▶ **REQUIREMENT**:
Return only those lines of the listing that hold the word "Slanecká".
* * *
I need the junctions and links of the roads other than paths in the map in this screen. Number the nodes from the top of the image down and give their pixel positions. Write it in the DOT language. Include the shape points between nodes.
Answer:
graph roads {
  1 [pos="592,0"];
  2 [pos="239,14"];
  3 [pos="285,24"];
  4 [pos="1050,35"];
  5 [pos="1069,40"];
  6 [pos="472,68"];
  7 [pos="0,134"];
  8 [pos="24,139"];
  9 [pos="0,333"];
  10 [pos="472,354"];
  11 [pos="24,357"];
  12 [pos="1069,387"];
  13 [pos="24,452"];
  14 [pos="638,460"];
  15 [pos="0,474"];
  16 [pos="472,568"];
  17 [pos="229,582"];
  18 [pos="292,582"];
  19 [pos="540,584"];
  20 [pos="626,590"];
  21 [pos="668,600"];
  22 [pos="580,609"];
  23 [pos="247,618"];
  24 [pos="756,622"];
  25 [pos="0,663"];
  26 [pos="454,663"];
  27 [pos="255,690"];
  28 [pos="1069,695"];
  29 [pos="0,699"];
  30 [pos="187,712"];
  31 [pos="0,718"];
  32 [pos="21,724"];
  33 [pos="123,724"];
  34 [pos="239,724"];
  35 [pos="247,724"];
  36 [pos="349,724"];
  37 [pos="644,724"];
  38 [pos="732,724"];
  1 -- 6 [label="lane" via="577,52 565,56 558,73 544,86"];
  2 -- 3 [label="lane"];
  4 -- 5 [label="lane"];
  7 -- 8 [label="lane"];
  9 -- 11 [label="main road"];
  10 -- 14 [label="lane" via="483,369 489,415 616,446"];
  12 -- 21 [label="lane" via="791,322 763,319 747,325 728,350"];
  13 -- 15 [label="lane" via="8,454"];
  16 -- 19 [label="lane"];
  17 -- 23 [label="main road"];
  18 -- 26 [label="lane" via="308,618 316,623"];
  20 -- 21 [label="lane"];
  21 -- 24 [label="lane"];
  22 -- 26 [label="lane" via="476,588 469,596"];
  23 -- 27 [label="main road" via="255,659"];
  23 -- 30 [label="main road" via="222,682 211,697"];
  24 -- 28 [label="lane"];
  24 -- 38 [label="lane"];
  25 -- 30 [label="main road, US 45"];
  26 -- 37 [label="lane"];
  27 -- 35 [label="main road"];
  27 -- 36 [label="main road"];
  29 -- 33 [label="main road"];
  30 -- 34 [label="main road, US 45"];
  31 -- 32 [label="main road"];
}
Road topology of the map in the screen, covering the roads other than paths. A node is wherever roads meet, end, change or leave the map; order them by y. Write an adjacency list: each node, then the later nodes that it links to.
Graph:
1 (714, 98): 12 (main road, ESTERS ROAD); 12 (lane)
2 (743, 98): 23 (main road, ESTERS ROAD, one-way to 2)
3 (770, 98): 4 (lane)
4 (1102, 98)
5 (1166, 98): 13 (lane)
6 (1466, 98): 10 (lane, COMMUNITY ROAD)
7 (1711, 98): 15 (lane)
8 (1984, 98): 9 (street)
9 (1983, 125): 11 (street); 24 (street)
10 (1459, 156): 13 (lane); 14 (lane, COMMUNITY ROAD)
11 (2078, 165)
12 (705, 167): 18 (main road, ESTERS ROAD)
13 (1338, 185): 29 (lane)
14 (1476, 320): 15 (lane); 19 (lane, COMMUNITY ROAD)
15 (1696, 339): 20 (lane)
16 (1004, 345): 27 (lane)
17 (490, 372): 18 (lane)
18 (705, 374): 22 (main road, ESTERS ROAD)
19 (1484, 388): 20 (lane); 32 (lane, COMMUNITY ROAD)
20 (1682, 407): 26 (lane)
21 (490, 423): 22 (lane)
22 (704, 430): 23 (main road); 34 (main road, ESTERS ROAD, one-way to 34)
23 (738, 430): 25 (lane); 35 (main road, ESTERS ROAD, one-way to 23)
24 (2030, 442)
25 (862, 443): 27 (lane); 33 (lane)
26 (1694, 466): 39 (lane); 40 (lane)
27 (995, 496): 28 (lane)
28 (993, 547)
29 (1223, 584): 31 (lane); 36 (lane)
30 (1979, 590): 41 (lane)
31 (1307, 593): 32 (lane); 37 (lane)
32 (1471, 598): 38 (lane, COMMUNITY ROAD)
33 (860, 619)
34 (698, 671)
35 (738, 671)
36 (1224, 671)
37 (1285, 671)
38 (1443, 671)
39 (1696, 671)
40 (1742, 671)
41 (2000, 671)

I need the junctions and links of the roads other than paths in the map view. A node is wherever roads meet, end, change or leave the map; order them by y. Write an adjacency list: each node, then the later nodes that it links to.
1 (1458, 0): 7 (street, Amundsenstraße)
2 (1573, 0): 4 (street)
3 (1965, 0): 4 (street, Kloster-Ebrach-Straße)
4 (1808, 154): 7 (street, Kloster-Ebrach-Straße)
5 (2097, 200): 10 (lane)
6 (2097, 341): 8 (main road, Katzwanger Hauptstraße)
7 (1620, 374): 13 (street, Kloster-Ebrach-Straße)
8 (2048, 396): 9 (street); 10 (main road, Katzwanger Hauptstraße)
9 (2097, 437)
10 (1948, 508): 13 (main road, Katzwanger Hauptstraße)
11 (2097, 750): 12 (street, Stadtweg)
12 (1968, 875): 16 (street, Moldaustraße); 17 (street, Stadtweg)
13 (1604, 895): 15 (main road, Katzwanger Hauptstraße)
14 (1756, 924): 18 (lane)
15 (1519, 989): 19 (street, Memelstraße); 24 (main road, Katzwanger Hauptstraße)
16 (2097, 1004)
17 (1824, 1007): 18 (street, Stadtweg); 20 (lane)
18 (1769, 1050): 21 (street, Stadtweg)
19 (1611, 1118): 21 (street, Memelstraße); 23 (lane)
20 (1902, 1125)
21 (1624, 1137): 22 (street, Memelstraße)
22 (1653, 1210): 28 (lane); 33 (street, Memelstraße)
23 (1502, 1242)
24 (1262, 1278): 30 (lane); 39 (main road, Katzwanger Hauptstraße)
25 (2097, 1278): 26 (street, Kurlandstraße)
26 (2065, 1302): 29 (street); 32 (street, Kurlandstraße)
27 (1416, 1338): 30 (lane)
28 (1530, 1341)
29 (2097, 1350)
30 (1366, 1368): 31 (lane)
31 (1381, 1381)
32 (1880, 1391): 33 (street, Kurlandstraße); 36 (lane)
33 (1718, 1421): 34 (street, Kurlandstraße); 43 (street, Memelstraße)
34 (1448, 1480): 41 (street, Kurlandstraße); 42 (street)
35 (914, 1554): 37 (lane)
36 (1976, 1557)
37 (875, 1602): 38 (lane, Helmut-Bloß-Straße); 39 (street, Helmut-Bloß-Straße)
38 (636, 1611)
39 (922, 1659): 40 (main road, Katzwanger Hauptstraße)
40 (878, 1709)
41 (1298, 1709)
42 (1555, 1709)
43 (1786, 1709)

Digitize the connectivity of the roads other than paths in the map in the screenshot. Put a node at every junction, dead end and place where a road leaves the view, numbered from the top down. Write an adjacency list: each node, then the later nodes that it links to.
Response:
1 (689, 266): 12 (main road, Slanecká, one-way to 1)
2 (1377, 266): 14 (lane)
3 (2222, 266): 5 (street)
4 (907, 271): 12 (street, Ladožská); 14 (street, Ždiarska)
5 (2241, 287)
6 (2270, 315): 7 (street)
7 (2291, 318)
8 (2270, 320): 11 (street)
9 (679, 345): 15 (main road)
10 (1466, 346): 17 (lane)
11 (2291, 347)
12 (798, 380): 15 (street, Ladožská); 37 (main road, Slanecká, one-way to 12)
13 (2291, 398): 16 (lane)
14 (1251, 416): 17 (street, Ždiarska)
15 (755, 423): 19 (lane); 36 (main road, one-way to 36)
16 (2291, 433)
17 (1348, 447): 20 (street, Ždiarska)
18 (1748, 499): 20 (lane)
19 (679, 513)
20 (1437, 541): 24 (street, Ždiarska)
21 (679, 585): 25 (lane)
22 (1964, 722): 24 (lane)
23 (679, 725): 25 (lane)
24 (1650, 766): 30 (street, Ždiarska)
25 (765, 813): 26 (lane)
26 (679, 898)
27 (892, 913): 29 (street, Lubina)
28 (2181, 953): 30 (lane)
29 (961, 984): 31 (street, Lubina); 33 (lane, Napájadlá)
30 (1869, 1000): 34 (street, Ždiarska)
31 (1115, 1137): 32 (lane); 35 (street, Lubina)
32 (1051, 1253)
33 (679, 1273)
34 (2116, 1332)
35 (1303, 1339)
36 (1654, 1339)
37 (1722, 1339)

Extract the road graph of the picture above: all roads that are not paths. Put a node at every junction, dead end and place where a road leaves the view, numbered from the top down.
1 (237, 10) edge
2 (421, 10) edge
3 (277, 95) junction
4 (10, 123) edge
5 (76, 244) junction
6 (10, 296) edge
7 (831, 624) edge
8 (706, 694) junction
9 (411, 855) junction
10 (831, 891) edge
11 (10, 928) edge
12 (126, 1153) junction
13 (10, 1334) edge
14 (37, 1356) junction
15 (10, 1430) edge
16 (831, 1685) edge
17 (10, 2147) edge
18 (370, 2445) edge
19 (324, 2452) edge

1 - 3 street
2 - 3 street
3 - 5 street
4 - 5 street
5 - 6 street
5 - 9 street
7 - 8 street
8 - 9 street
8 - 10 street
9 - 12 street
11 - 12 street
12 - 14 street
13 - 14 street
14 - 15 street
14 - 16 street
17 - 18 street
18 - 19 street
* * *
▶ **RESPONSE BELOW**:
1 (689, 266): 12 (main road, Slanecká, one-way to 1)
12 (798, 380): 15 (street, Ladožská); 37 (main road, Slanecká, one-way to 12)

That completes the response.